EXERCISE REQUIREMENTS — Restate word for word the lines of the entries below, starting with the line that holds "position:relative; width:1178px; height:1471px;" and ending with the line that holds "filter:drop-shadow(2px 0 #a29baa)", and no others.

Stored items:
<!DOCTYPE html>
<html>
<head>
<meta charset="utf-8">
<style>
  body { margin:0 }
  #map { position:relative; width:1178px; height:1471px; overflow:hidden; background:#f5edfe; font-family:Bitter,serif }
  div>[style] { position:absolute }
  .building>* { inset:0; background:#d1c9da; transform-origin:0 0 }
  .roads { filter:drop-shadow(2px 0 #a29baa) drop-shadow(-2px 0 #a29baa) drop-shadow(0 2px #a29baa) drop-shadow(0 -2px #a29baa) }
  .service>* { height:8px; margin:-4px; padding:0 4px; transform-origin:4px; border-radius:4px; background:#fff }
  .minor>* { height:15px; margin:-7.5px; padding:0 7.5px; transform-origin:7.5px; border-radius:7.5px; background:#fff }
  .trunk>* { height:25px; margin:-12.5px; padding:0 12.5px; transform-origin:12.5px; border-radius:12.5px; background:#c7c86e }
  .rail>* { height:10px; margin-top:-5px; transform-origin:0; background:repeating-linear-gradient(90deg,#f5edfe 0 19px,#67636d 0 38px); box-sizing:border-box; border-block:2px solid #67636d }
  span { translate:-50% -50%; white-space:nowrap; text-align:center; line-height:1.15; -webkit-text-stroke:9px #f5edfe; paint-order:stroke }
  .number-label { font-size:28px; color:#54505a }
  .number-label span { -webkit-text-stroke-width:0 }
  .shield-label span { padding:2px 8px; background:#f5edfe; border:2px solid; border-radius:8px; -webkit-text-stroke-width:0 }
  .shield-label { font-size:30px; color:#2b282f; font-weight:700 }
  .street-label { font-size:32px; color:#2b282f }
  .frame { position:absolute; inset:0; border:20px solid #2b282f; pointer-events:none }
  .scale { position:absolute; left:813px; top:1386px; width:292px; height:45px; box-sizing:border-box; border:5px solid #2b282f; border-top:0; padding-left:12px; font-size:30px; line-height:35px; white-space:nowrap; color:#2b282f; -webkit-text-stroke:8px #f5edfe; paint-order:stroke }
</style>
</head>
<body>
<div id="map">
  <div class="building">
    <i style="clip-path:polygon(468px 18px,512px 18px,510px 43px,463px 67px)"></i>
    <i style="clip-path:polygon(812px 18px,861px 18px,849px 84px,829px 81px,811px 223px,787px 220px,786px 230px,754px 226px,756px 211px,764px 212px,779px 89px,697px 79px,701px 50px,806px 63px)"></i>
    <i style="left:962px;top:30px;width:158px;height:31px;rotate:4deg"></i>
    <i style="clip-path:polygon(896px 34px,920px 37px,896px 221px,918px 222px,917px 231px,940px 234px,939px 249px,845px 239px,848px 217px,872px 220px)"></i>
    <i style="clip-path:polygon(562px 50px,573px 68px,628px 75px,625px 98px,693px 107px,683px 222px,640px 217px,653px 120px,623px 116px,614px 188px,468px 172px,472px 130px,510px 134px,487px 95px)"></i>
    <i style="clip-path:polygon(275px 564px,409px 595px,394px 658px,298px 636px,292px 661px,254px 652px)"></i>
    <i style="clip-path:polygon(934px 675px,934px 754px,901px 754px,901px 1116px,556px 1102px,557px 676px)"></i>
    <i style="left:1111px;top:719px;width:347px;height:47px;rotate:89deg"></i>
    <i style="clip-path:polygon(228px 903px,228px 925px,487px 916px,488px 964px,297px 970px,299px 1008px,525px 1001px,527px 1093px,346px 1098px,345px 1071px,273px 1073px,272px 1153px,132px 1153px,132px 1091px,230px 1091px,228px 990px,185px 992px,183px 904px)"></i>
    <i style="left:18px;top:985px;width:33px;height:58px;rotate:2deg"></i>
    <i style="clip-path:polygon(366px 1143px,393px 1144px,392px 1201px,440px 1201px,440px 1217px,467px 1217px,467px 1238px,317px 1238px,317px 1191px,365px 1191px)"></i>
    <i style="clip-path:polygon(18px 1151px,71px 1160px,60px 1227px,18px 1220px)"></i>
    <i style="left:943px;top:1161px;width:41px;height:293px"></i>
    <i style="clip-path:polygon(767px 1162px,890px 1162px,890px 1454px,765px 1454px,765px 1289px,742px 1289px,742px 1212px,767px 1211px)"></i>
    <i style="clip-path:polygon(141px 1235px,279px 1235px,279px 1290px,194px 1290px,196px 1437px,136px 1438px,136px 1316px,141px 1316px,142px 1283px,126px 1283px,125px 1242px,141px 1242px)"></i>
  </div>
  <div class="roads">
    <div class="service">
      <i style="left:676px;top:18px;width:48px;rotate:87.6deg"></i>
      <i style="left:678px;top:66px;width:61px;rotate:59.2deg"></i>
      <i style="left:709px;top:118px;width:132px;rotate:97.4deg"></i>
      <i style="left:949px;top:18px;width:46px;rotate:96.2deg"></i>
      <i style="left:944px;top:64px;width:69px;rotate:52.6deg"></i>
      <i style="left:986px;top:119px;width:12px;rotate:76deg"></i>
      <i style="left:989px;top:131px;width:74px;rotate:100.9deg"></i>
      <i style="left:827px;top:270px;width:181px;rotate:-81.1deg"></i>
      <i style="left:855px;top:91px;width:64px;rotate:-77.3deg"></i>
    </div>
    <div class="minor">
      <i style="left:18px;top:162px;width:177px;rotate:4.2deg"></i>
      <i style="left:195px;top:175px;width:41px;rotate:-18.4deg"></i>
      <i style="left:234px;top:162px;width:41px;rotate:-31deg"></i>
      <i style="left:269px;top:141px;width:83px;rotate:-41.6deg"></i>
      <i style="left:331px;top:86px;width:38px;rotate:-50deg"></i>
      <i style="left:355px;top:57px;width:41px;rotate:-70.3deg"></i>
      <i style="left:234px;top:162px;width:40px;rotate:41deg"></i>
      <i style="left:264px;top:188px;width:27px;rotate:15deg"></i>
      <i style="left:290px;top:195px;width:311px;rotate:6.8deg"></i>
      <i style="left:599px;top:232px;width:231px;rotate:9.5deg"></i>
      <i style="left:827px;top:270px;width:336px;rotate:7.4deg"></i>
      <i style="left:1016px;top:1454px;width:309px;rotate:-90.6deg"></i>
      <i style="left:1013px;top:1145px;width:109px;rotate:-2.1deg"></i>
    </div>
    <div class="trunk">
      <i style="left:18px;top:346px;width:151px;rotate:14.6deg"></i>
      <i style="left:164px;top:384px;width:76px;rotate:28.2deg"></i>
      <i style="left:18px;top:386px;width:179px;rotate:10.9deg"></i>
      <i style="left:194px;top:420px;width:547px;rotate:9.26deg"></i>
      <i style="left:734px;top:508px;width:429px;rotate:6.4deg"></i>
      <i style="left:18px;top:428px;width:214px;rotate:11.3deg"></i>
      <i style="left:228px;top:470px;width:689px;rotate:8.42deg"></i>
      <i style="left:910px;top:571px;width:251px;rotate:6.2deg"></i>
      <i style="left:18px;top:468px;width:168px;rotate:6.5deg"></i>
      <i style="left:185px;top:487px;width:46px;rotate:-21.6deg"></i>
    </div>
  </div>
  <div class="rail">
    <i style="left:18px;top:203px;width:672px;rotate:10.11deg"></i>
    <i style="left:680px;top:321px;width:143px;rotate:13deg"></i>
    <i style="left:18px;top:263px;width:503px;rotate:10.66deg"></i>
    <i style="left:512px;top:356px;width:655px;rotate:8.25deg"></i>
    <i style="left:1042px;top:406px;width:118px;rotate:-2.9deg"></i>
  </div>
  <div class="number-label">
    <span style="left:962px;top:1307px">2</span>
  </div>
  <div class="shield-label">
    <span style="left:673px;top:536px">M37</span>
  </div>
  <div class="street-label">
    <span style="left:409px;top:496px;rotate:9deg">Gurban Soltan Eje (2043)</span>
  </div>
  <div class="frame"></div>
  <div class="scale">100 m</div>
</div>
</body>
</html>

...

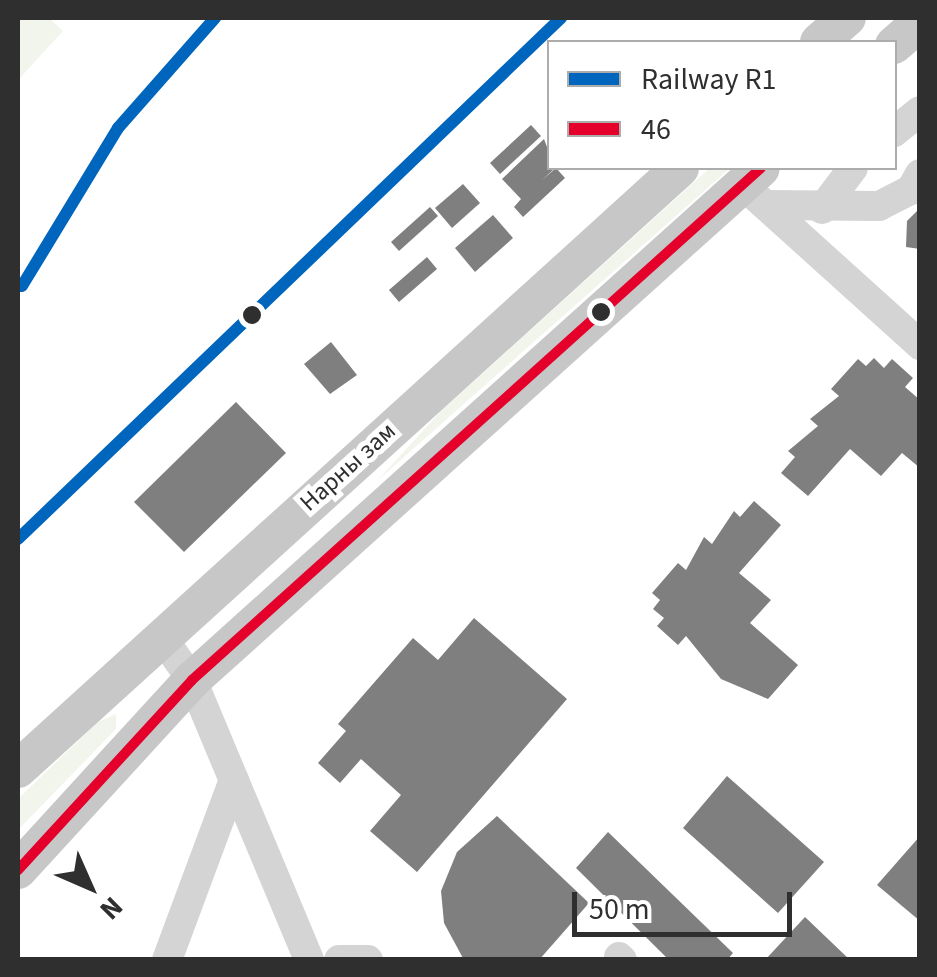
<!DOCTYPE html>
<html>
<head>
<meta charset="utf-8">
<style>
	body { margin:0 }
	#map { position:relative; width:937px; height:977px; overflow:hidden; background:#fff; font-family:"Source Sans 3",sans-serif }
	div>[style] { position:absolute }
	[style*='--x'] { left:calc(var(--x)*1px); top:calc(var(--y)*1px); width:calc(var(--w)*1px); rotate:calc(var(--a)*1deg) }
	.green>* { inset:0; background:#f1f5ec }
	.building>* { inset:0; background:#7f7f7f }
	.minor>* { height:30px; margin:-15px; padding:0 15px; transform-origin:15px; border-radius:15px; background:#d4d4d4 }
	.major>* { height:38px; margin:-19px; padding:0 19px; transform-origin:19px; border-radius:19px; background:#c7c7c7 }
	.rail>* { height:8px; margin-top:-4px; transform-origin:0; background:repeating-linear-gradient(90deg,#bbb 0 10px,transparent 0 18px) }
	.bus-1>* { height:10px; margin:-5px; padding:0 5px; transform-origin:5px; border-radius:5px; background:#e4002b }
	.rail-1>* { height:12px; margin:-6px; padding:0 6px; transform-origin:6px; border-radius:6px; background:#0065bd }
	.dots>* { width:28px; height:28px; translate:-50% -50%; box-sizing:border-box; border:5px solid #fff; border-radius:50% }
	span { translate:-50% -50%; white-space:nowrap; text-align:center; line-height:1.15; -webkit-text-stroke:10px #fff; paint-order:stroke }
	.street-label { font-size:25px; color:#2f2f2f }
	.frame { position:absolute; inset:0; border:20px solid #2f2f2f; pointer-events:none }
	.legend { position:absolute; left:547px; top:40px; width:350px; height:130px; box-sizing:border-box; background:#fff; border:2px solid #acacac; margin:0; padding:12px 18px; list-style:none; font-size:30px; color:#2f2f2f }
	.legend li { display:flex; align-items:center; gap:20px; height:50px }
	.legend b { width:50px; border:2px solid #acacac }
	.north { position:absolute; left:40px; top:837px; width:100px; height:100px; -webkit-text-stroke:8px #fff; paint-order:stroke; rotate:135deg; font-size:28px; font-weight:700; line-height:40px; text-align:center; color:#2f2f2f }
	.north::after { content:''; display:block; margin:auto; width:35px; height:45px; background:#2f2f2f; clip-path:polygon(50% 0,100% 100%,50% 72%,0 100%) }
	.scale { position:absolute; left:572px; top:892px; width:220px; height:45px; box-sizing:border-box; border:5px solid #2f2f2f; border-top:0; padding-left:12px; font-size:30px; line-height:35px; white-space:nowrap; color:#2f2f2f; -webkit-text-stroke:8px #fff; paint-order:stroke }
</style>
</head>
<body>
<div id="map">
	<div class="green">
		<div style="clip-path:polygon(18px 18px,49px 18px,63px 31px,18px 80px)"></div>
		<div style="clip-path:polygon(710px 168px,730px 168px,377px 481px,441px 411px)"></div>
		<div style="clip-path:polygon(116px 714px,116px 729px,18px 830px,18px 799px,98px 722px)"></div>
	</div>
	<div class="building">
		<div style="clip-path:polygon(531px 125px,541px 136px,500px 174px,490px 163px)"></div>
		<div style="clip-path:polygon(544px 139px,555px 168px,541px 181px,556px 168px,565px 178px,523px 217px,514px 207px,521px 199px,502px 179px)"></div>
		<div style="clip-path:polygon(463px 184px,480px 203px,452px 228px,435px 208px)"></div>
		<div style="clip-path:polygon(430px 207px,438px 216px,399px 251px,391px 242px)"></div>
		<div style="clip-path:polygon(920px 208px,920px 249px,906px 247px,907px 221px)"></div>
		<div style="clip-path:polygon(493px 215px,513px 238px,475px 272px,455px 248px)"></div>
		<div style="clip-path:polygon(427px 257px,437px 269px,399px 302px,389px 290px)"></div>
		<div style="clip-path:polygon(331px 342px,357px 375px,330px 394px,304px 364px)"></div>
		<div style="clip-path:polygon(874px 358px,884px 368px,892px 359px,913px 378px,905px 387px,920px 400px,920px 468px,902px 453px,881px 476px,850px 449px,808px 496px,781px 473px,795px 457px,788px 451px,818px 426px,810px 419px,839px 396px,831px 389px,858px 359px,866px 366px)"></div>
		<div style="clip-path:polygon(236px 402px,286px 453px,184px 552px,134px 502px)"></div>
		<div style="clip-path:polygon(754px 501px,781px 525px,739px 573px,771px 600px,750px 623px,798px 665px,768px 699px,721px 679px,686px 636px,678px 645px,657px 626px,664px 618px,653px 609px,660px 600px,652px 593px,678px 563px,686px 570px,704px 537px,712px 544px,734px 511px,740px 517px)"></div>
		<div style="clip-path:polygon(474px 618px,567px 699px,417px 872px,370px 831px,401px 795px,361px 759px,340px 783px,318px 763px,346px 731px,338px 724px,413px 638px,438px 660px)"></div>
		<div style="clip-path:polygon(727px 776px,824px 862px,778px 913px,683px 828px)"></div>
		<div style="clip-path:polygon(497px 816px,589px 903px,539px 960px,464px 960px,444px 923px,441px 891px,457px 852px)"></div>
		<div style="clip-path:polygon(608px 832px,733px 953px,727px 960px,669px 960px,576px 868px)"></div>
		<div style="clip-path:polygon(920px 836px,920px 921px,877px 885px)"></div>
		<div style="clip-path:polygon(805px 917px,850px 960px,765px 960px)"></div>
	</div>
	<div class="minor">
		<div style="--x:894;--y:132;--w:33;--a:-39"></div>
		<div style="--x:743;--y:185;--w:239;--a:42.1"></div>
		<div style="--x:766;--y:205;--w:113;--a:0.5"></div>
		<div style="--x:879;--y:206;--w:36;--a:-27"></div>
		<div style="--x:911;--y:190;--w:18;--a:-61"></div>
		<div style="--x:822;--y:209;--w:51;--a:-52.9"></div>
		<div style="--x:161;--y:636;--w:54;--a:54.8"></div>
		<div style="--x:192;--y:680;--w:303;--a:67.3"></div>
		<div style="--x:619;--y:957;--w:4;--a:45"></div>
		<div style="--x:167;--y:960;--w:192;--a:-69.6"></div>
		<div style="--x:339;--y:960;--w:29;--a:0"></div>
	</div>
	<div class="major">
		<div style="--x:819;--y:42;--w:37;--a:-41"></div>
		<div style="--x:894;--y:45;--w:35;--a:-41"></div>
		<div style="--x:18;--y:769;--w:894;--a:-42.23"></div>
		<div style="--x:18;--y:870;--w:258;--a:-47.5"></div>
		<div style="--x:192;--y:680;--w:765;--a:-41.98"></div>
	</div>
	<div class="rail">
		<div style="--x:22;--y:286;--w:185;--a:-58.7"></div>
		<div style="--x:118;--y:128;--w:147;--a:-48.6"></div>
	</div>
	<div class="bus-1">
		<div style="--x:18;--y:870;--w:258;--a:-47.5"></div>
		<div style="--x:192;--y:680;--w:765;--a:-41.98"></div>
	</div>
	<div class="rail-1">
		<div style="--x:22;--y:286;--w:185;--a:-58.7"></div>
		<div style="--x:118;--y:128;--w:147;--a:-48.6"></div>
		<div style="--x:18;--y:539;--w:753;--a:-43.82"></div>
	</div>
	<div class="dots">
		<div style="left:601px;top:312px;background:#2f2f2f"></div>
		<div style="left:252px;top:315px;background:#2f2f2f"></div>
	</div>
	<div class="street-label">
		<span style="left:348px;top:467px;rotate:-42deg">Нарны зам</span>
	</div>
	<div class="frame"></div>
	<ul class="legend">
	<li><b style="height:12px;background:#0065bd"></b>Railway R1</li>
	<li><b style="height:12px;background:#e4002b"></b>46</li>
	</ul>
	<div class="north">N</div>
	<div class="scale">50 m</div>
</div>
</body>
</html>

COMPLETED EXERCISE —
  #map { position:relative; width:1178px; height:1471px; overflow:hidden; background:#f5edfe; font-family:Bitter,serif }
  div>[style] { position:absolute }
  .building>* { inset:0; background:#d1c9da; transform-origin:0 0 }
  .roads { filter:drop-shadow(2px 0 #a29baa) drop-shadow(-2px 0 #a29baa) drop-shadow(0 2px #a29baa) drop-shadow(0 -2px #a29baa) }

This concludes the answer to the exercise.